Darn! No fancy camera in hand but managed to catch some meagre shots on my phone camera. Awesome bird of prey!

Which camera?

These pictures were taken with a Fuji 35mm disposable (yes, you read that right) underwater camera. The depth rating stated on the camera was 5 meters/15 feet and the picture you see below was captured at a depth of 30 meters/100 feet. The year was 2001 and I was going diving at Layang-Layang, one of the atolls in the Spratley Islands. Good cameras then like the Sea&Sea or Nikonos were way out my budget and the digital revolution was just around the corner, meaning I have no idea what digital cameras can do then. Along in my baggage was my trusty Canon EOS-50 SLR (35mm film format) and the Fuji 35mm disposable. Not only did the Fuji survive the plunge to 30 meters, it managed to take one shot at that depth. Why only one? The water pressure had warped the casing and the film-advance winding gear mechanism were no longer in contact so I could not advance the film for the next frame. However, no leaks and walla & behold, some of the shots below.

The view up from a depth of 30 meters. Sorry about the composition. The viewfinder was kinda tiny.

Morning traffic in the form of a shoal of fusilers.

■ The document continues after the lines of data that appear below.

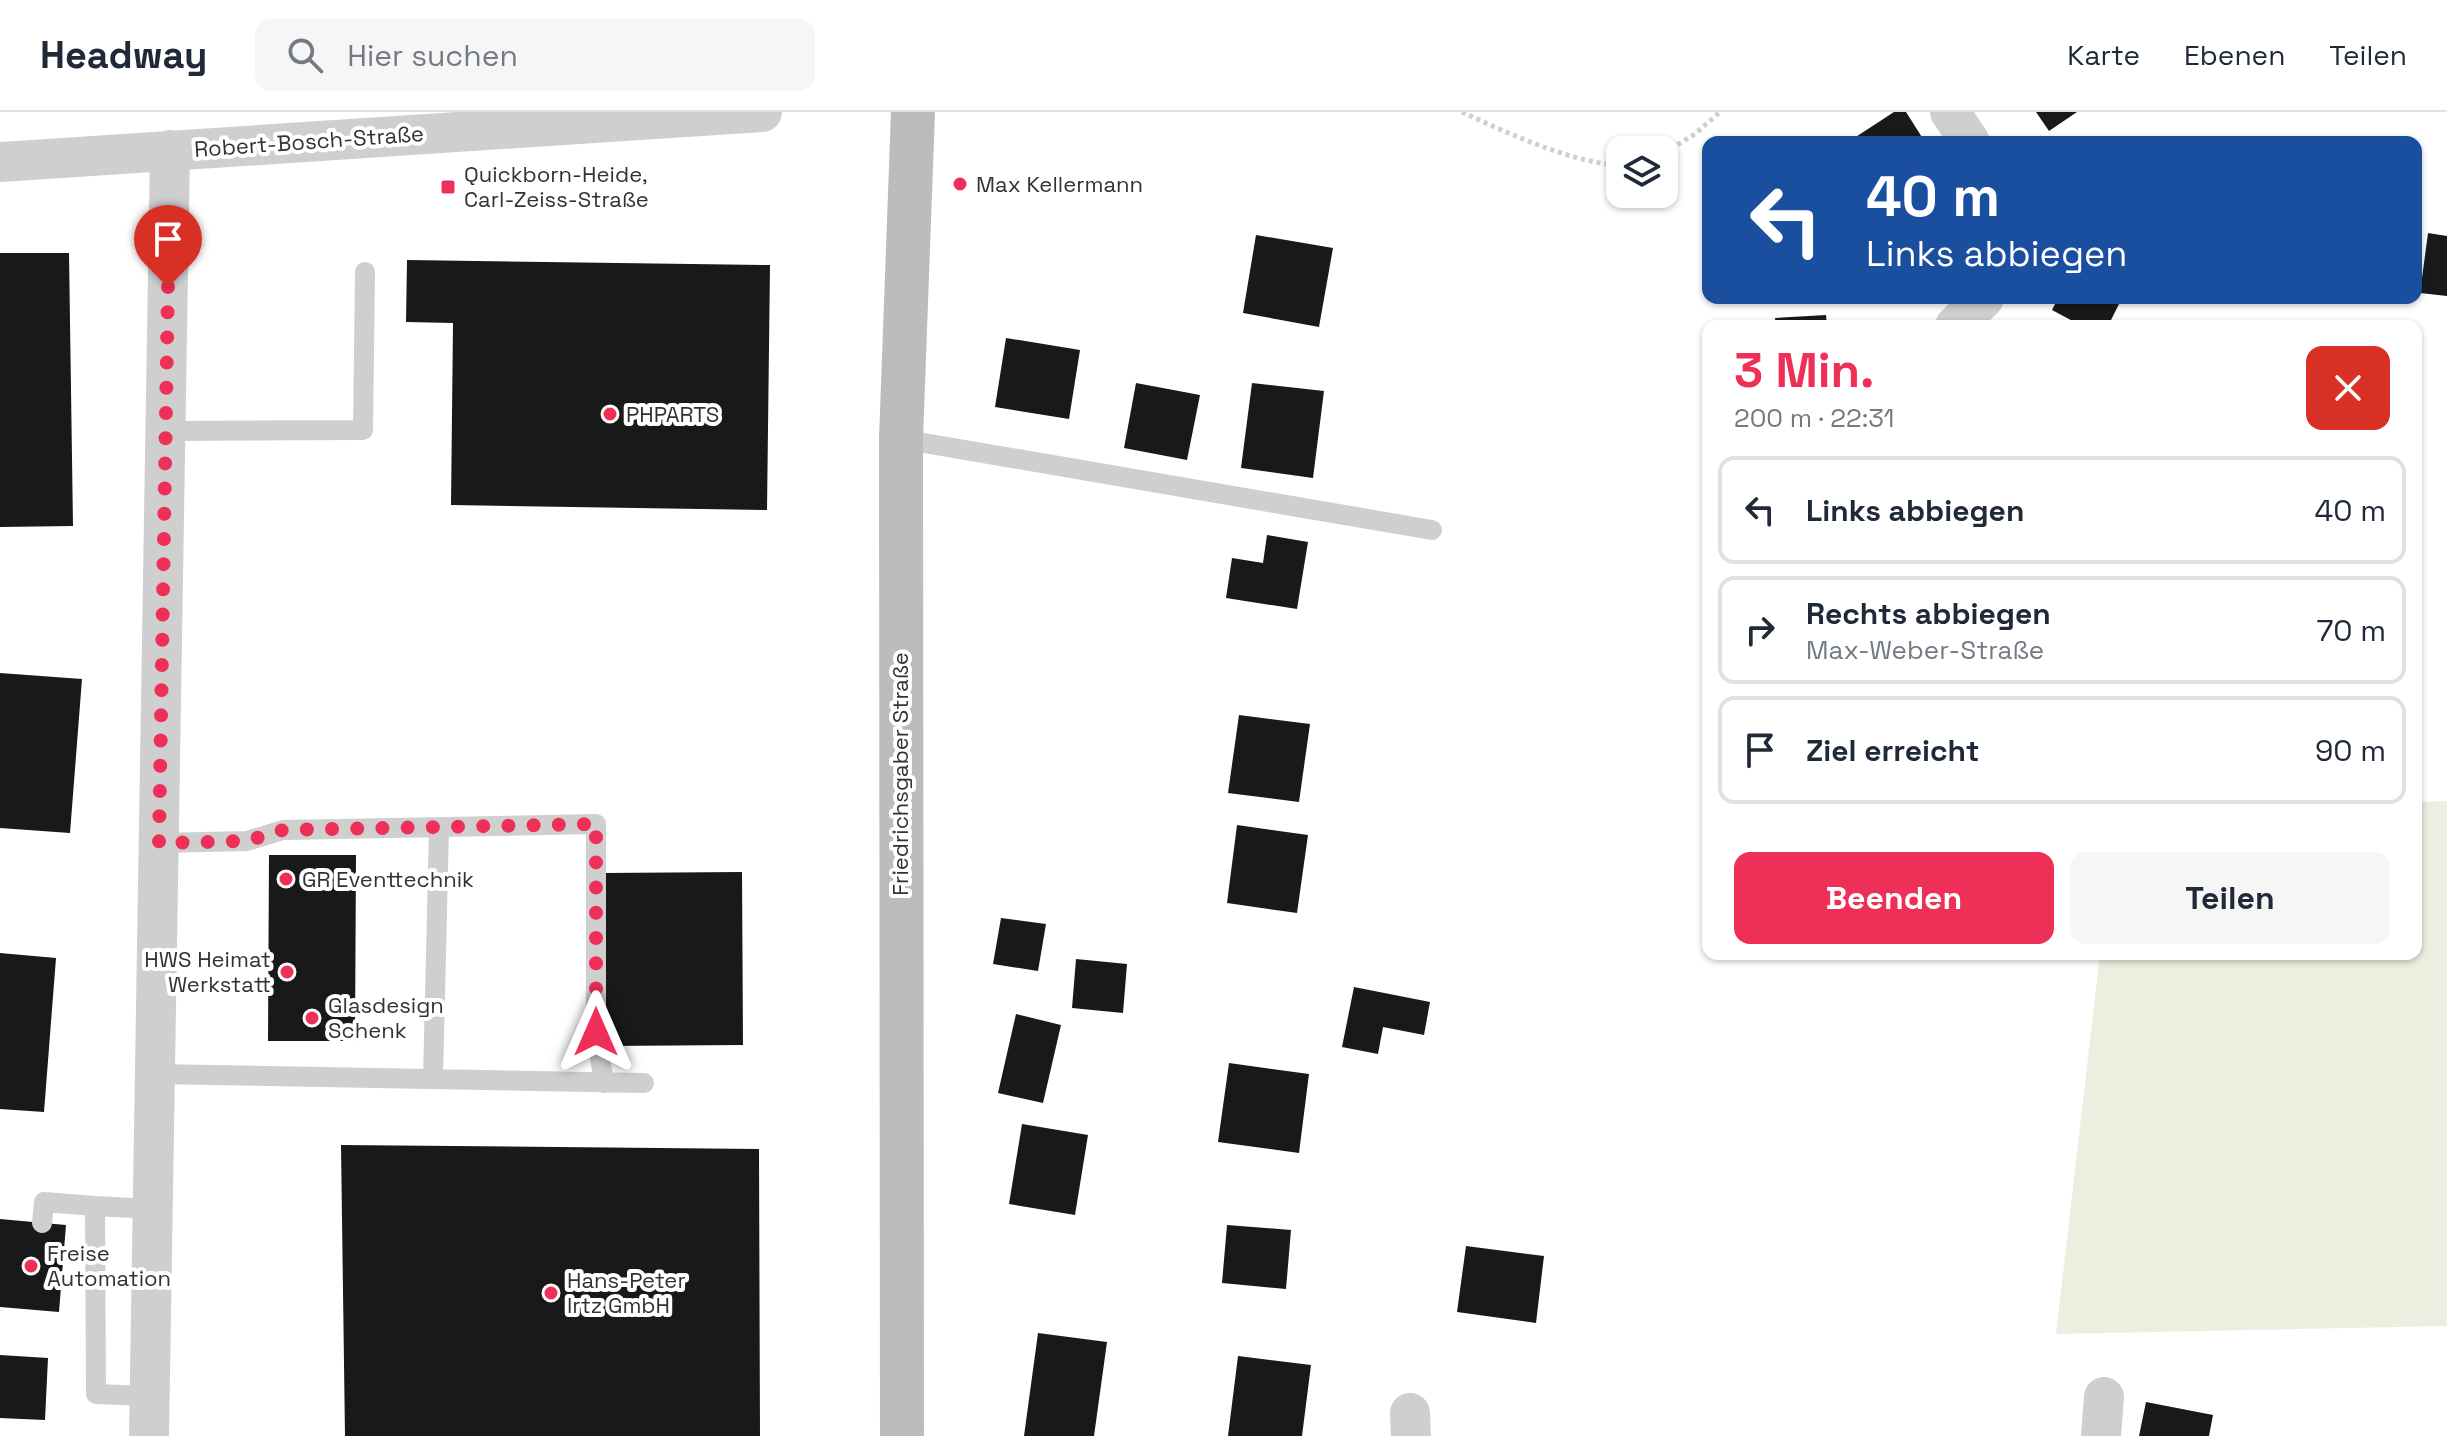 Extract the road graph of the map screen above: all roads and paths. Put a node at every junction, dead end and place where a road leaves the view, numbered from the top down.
1 (762, 112) edge
2 (913, 112) edge
3 (1462, 112) edge
4 (1720, 112) edge
5 (1950, 112) edge
6 (1966, 136) edge
7 (1678, 144) edge
8 (170, 150) junction
9 (0, 162) edge
10 (1606, 165) edge
11 (365, 272) dead end
12 (1978, 304) edge
13 (1961, 320) edge
14 (166, 431) junction
15 (901, 439) junction
16 (1432, 530) dead end
17 (439, 829) junction
18 (159, 843) junction
19 (155, 1074) junction
20 (433, 1079) junction
21 (604, 1083) junction
22 (644, 1083) dead end
23 (95, 1206) junction
24 (152, 1209) junction
25 (42, 1223) dead end
26 (149, 1396) junction
27 (149, 1436) edge
28 (902, 1436) edge

1 - 8 street, Robert-Bosch-Straße
2 - 15 main road, Friedrichsgaber Straße
3 - 10 path
4 - 7 path
5 - 6 street
8 - 9 street, Robert-Bosch-Straße
8 - 14 street
11 - 14 lane
12 - 13 street
14 - 18 street
15 - 16 lane
15 - 28 main road, Friedrichsgaber Straße
17 - 18 lane
17 - 20 lane
17 - 21 lane
18 - 19 street
19 - 20 lane
19 - 24 street
20 - 21 lane
21 - 22 lane
23 - 24 lane
23 - 25 lane
23 - 26 lane
24 - 26 street
26 - 27 street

Friday, September 02, 2005

Cave of Wanders

Fancy a visit to a cave? Not the "Sum Po Tong" in Ipoh nor Batu Caves, Kuala Lumpur but a magnificent system in the state of Perak.

Gua Tempurong cave passage in about 1 km long and has an active river running along it. It was reported to be the hideout for the notorious communist courier, Lee Meng during the Emergency years. Exploration can be made via a walkway up to Gergasi Cavern. Further exploration to the other side of the hill is possible via the river. One must be prepared to wade in the waters, often stooping and crawling along certain passages.